Nigeria’s struggle to create jobs for her teeming unemployed youths is getting worse.
New data published by Nigeria’s National Bureau of Statistics (NBS) pegs the unemployment/underemployment rate among 25-34 year-olds at 18% and 25% respectively in the last quarter of 2016, up from the preceding quarter. It’s the ninth consecutive quarter that the unemployment and underemployment rate in Nigeria has increased.
Employment has faltered as businesses struggle amid Nigeria’s first recession in two decades. Those companies dependent on foreign transactions are also suffering due to a critical shortage of foreign exchange.
The government has tried to boost employment, mainly by threatening businesses that cut jobs as well as trying to find work for those who are laid off. Local banks were threatened with a possible withdrawal of their licences for laying off workers without redundancy. Meanwhile, the government has sought to employ as many as possible through a few recruitment exercises.
The latter effort hasn’t made much of a dent as the demand for jobs far outstrips supply. Last November, the federal tax agency received 700,000 applications for 500 advertised positions. In May 2016, nearly a million people applied for 10,000 listed positions in the Nigerian Police Force, some with Ph.D. qualifications.
Meanwhile, the National Bureau of Statistics (NBS) has said the Joint Admissions and Matriculation Board (JAMB) data reflected that 11,703,709 applications were received between 2010 and 2016. In 2010, according to NBS, a total of 1,513,940 applications were received while 423,531 students were admitted, which translated to 28% of applicants receiving admission.
Most of these young people feel their government and schools have failed to adequately prepare them for work after school, leading to so many graduates needing to be retrained to take up places in the work place. Whether you’re looking for your first role or are already in underemployment position, apprenticeships give you the chance to do just that. They enable you to enter or stay in the world of work, earn a decent wage and learn new skills. An apprenticeship will offer you amazing opportunities to shine in a job you enjoy.
Apprenticeships mix on-the-job training with classroom learning. They provide you with the skills you need for your chosen career that will also lead to nationally recognised qualifications. As an apprentice you earn while you learn and receive other benefits as well. Apprenticeships are real jobs for real people.
You’ve got to be a certain type of individual to not only succeed at working with people, but to truly enjoy it each and every day. Often, you’ll be the individual that people look forward to seeing each day; the person to take care, provide help and offer advice to those that need it. So if you are up for it, you can take on apprenticeships in beauty therapy, hair styling/dressing/cutting, manicure/pedicure, gele tying, spa therapy, funeral services, live events and stage assembling, plumbing, refrigeration and air-conditioning, automotive management and leadership, chef, cabin crew, etc.

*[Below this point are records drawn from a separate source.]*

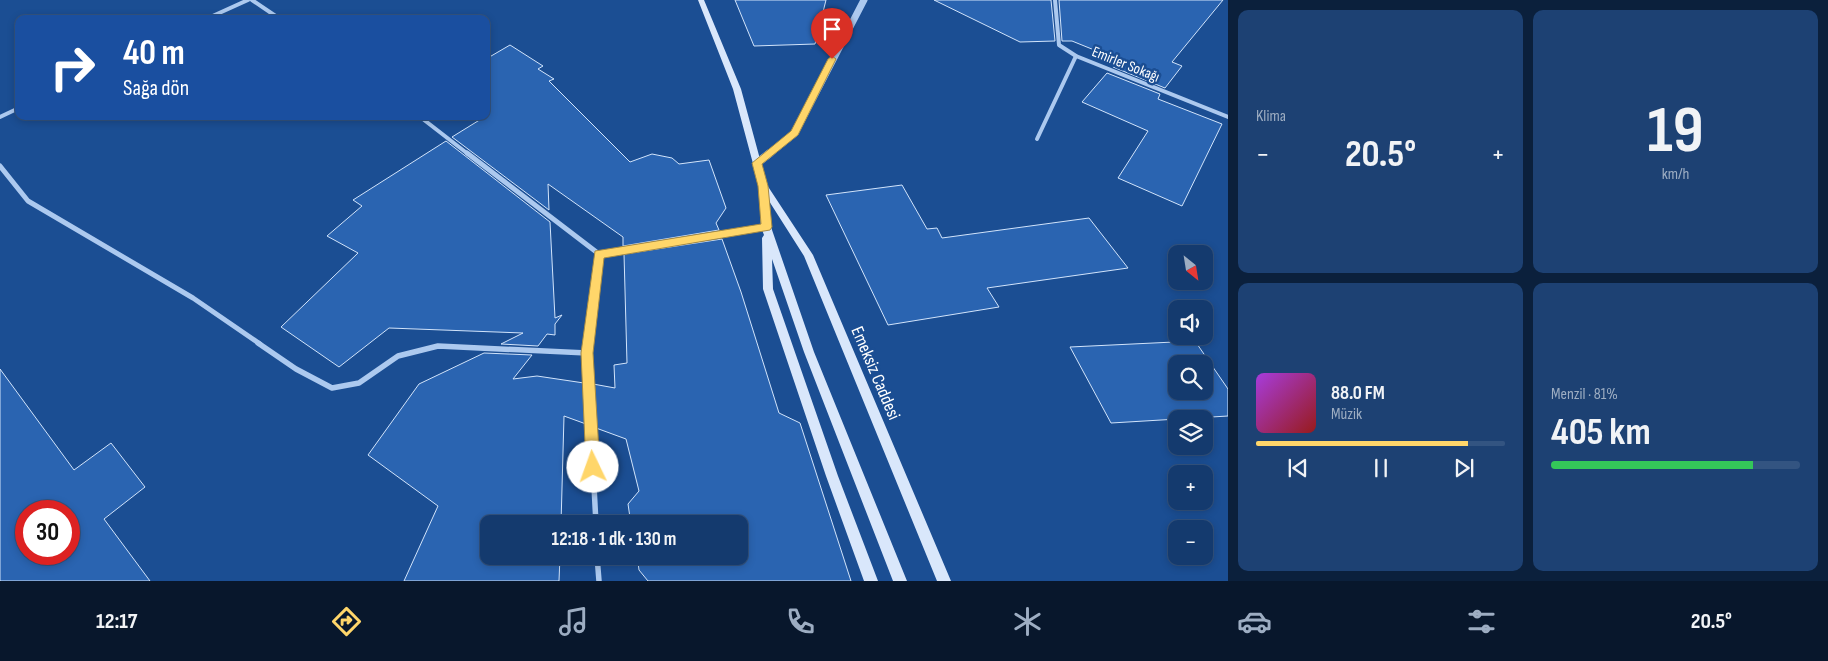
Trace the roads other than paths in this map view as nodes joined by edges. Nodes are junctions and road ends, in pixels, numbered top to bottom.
1 (248, 0) edge
2 (252, 0) edge
3 (701, 0) edge
4 (864, 0) edge
5 (1055, 0) edge
6 (215, 15) edge
7 (274, 15) edge
8 (1076, 56) junction
9 (15, 110) edge
10 (0, 117) edge
11 (1228, 117) edge
12 (424, 120) edge
13 (1037, 139) dead end
14 (757, 163) junction
15 (0, 166) edge
16 (763, 186) junction
17 (766, 227) junction
18 (599, 254) junction
19 (587, 353) junction
20 (596, 515) edge
21 (597, 565) edge
22 (598, 581) edge
23 (871, 581) edge
24 (900, 581) edge
25 (944, 581) edge

1 - 6 street
2 - 7 street
3 - 14 main road, Emeksiz Caddesi
4 - 14 street
5 - 8 street, Emirler Sokağı
8 - 11 street, Emirler Sokağı
8 - 13 street
9 - 10 street
12 - 18 street
14 - 16 main road, Emeksiz Caddesi
15 - 19 street
16 - 17 main road, Emeksiz Caddesi
16 - 25 main road, Emeksiz Caddesi
17 - 18 street
17 - 23 main road, Emeksiz Caddesi
17 - 24 main road, Emeksiz Caddesi
18 - 19 street
19 - 20 street
21 - 22 street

The apprenticeship policy should give young people a ladder of opportunity, provide employers with high quality apprentices and deliver real benefits to the economy. The government should set up an apprenticeship institute, just like they have in the United Kingdom, that will ensure that apprenticeships are even more closely tailored to the needs of employers. The focus should be less on how many apprenticeships are created and more on which sector needs them to improve the country’s productivity.
How do we fund it?
While it will be nice to craft our own policies to suit our own peculiar needs, I still think there is no need to reinvent the wheel as we can copy the United Kingdom’s apprenticeship plan, which I will reproduce below, as a guide for now:
April 2017, the government introduced a new levy on company payrolls that will help double government spending on apprentices and it aims to raise £2.5 billion.
Under the scheme, businesses will be able to use vouchers from the levy to pay for apprenticeships.
From next April, firms will pay into the apprenticeship levy a new tax based on the number of people on their payroll in England. And from May they will be able to draw down vouchers from the levy to fund apprenticeships.
Companies bidding for government contracts worth more than £10m must show they have a ‘reasonable proportion’ of apprentices.
Nigerian universities should see this as an opportunity to develop pilot schemes in conjunction with industry. These schemes provide the opportunity to demonstrate the value of both apprenticeships and degree education to employers. This can in turn be measured by the productivity and retention rates of apprentices and provide insight into how best to use the levy for employers. It can also help develop the relationship between our institutions of higher learning and employers.
Parents should be a focus of activity; they need to see apprenticeships as an option for their children. Rather than see it as a low-pay route, they should view it as a long-term development of the skills gap in our society.